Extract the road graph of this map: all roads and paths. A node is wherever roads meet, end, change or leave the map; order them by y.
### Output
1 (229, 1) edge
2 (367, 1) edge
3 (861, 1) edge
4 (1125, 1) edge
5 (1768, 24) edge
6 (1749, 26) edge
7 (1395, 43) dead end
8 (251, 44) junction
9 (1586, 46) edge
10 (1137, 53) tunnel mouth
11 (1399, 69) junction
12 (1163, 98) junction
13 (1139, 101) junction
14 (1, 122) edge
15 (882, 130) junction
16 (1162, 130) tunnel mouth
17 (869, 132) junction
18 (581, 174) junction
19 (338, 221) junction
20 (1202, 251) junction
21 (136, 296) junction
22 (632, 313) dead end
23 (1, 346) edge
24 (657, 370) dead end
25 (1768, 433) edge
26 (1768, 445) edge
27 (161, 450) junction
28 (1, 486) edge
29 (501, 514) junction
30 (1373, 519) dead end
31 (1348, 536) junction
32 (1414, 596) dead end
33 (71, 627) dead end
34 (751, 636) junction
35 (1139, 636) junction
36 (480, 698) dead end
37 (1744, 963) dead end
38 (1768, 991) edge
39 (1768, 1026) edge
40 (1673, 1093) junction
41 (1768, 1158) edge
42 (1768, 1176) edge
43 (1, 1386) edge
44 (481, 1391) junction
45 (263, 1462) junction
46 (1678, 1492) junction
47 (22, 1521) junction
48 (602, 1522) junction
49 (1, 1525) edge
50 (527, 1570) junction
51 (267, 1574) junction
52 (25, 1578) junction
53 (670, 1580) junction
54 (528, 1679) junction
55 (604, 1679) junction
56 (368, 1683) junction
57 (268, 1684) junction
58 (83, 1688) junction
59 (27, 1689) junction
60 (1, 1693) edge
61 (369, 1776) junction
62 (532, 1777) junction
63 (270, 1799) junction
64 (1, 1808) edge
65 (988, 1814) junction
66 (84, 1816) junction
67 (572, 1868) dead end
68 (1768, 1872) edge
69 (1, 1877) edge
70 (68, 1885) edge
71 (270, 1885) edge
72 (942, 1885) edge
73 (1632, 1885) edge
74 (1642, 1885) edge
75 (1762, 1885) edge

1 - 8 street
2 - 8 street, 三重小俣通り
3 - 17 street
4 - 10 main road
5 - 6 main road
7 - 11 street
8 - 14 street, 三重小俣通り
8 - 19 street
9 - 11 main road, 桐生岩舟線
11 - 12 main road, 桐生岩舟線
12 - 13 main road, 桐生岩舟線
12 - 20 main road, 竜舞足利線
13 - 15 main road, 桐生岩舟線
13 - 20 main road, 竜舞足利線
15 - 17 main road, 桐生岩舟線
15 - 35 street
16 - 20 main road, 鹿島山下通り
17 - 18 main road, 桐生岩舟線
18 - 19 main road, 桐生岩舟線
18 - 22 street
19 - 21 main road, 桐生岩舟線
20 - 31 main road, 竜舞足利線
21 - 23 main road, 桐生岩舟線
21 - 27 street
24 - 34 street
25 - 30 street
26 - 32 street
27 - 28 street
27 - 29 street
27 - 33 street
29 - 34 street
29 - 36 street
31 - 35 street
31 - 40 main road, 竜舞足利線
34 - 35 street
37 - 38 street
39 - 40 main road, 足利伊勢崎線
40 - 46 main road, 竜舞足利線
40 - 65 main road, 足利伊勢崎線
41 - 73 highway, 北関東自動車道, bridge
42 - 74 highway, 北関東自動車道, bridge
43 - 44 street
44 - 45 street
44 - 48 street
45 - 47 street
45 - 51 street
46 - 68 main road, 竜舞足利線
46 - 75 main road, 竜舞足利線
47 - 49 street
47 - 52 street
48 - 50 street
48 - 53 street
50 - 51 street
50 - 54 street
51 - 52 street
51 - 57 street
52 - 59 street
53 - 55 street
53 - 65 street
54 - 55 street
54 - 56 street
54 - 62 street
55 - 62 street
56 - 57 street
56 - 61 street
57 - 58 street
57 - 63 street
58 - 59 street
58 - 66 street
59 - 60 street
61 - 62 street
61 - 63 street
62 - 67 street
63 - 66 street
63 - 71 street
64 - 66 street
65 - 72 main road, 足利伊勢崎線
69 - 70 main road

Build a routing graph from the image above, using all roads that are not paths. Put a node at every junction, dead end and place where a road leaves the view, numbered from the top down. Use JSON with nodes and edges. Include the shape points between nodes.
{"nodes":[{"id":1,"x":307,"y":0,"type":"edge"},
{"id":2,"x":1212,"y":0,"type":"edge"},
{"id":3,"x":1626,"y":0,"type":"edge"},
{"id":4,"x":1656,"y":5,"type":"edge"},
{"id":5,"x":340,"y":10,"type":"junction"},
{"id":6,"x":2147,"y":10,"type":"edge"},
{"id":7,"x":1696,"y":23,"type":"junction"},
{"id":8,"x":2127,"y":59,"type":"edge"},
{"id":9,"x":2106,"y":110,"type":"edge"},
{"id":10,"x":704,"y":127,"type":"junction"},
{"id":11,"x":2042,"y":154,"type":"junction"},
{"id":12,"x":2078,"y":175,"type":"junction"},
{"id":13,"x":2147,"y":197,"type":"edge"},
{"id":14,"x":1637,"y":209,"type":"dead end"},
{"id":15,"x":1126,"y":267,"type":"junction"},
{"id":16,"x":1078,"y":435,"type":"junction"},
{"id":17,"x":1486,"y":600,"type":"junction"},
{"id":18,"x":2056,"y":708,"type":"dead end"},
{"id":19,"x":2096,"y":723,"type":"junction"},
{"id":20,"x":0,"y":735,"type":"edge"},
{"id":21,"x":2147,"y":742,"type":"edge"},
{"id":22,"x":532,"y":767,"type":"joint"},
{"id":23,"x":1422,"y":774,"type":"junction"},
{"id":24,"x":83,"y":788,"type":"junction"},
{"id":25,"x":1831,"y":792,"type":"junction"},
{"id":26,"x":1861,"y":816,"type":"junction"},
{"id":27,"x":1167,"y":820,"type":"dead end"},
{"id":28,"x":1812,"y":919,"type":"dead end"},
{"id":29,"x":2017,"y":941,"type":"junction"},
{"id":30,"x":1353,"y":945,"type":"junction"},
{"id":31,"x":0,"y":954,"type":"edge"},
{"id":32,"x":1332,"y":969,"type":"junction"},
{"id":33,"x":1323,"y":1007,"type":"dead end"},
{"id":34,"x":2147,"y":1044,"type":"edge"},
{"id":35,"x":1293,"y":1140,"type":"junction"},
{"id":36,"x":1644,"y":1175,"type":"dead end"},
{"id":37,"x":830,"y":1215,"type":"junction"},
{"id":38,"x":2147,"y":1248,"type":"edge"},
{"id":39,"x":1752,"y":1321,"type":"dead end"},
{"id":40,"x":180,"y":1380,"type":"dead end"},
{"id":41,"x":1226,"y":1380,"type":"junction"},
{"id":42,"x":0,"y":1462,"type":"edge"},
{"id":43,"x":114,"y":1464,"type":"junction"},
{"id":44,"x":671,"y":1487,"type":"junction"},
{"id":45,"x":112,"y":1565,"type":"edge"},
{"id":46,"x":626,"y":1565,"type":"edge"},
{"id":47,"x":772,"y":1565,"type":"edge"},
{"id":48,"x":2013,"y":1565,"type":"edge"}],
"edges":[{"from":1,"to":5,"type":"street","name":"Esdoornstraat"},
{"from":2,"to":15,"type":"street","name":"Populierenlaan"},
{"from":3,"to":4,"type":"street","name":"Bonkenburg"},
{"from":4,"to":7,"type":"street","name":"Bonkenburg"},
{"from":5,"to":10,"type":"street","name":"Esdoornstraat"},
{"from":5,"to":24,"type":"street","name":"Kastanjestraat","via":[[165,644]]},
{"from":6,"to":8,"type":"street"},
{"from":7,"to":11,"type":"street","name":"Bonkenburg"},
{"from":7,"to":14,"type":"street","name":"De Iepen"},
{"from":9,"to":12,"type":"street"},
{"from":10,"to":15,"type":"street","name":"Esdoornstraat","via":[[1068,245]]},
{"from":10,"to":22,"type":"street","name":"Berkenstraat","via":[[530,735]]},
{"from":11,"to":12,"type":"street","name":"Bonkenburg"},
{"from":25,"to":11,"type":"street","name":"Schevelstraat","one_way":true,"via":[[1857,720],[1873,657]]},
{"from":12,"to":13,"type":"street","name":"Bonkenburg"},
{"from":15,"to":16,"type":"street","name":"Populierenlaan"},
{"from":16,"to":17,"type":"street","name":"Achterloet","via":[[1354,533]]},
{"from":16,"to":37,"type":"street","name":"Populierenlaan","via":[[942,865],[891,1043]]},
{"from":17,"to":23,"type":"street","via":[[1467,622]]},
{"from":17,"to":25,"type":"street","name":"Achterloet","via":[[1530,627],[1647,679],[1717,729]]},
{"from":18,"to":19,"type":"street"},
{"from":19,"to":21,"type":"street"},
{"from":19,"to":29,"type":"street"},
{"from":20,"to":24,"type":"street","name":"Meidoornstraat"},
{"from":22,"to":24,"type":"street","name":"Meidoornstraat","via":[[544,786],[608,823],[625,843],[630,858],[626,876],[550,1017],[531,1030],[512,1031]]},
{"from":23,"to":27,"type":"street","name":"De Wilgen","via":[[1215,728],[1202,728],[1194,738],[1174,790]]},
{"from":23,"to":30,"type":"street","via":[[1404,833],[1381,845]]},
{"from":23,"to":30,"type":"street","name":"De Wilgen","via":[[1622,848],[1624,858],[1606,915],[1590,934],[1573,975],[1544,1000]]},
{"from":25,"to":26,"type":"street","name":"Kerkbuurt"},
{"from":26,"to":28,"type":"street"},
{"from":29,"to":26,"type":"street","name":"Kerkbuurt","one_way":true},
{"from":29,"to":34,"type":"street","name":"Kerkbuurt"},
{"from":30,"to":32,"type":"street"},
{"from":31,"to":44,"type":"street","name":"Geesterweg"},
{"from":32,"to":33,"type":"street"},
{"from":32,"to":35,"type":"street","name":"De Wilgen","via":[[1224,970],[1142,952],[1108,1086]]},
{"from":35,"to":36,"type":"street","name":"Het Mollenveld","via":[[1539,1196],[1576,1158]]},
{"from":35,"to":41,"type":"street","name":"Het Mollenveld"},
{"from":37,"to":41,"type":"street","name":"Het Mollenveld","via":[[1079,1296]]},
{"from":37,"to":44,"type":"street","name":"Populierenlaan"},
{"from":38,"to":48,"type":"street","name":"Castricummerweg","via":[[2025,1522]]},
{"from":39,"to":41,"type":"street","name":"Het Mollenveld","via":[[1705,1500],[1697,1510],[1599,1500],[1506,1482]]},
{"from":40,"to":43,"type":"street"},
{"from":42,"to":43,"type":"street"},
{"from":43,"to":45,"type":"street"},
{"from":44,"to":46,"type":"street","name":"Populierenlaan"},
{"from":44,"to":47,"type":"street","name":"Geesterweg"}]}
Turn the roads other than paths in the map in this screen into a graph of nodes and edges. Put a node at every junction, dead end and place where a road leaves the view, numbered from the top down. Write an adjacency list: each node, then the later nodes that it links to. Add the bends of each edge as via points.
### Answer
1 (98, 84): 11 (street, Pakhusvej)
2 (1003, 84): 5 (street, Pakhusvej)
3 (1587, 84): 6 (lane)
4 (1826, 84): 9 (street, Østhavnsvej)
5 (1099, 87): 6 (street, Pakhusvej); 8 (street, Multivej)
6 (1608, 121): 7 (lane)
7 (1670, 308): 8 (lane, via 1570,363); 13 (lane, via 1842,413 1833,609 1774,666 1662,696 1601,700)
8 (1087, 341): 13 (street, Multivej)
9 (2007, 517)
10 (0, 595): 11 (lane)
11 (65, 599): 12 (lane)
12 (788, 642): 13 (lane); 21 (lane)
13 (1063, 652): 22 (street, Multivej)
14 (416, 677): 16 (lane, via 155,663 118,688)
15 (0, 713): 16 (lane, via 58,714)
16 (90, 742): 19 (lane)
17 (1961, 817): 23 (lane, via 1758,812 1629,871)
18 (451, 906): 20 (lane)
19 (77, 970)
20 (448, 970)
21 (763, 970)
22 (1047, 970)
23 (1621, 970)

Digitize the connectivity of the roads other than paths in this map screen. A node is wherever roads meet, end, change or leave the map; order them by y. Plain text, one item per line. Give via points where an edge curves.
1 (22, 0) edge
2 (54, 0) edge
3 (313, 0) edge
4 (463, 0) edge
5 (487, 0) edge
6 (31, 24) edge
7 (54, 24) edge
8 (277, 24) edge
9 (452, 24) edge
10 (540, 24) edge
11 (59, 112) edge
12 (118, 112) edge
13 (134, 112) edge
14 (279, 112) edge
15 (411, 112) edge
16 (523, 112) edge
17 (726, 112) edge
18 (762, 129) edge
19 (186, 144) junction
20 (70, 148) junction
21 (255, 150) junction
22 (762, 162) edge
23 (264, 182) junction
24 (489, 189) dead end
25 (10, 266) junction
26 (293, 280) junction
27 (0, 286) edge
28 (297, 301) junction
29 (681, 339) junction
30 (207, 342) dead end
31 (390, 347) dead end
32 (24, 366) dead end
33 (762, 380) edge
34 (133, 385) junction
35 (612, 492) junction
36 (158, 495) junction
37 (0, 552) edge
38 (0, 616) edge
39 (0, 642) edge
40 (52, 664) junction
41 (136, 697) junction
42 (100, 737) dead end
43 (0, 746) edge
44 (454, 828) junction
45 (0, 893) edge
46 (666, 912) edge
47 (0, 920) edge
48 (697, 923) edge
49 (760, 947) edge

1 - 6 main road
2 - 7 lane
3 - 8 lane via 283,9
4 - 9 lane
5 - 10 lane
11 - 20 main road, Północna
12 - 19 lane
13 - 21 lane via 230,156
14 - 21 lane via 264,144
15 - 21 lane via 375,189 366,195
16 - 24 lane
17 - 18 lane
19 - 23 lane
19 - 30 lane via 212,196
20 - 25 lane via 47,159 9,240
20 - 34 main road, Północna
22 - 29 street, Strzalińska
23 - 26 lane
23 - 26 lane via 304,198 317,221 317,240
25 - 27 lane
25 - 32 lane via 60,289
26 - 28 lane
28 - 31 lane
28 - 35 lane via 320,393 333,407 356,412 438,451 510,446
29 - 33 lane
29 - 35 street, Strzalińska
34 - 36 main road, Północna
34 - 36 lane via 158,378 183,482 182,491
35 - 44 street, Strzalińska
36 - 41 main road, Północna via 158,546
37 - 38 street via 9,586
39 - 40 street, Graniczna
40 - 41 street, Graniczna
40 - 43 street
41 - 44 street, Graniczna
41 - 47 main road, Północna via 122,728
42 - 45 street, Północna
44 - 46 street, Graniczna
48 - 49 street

▶ _Your instructions_: Write out only the final block of lines, starting at the line with "Digitize the connectivity" and running to the end of the material.

▶ _Reply_:
Digitize the connectivity of the roads other than paths in this map screen. A node is wherever roads meet, end, change or leave the map; order them by y. Plain text, one item per line. Give via points where an edge curves.
1 (22, 0) edge
2 (54, 0) edge
3 (313, 0) edge
4 (463, 0) edge
5 (487, 0) edge
6 (31, 24) edge
7 (54, 24) edge
8 (277, 24) edge
9 (452, 24) edge
10 (540, 24) edge
11 (59, 112) edge
12 (118, 112) edge
13 (134, 112) edge
14 (279, 112) edge
15 (411, 112) edge
16 (523, 112) edge
17 (726, 112) edge
18 (762, 129) edge
19 (186, 144) junction
20 (70, 148) junction
21 (255, 150) junction
22 (762, 162) edge
23 (264, 182) junction
24 (489, 189) dead end
25 (10, 266) junction
26 (293, 280) junction
27 (0, 286) edge
28 (297, 301) junction
29 (681, 339) junction
30 (207, 342) dead end
31 (390, 347) dead end
32 (24, 366) dead end
33 (762, 380) edge
34 (133, 385) junction
35 (612, 492) junction
36 (158, 495) junction
37 (0, 552) edge
38 (0, 616) edge
39 (0, 642) edge
40 (52, 664) junction
41 (136, 697) junction
42 (100, 737) dead end
43 (0, 746) edge
44 (454, 828) junction
45 (0, 893) edge
46 (666, 912) edge
47 (0, 920) edge
48 (697, 923) edge
49 (760, 947) edge

1 - 6 main road
2 - 7 lane
3 - 8 lane via 283,9
4 - 9 lane
5 - 10 lane
11 - 20 main road, Północna
12 - 19 lane
13 - 21 lane via 230,156
14 - 21 lane via 264,144
15 - 21 lane via 375,189 366,195
16 - 24 lane
17 - 18 lane
19 - 23 lane
19 - 30 lane via 212,196
20 - 25 lane via 47,159 9,240
20 - 34 main road, Północna
22 - 29 street, Strzalińska
23 - 26 lane
23 - 26 lane via 304,198 317,221 317,240
25 - 27 lane
25 - 32 lane via 60,289
26 - 28 lane
28 - 31 lane
28 - 35 lane via 320,393 333,407 356,412 438,451 510,446
29 - 33 lane
29 - 35 street, Strzalińska
34 - 36 main road, Północna
34 - 36 lane via 158,378 183,482 182,491
35 - 44 street, Strzalińska
36 - 41 main road, Północna via 158,546
37 - 38 street via 9,586
39 - 40 street, Graniczna
40 - 41 street, Graniczna
40 - 43 street
41 - 44 street, Graniczna
41 - 47 main road, Północna via 122,728
42 - 45 street, Północna
44 - 46 street, Graniczna
48 - 49 street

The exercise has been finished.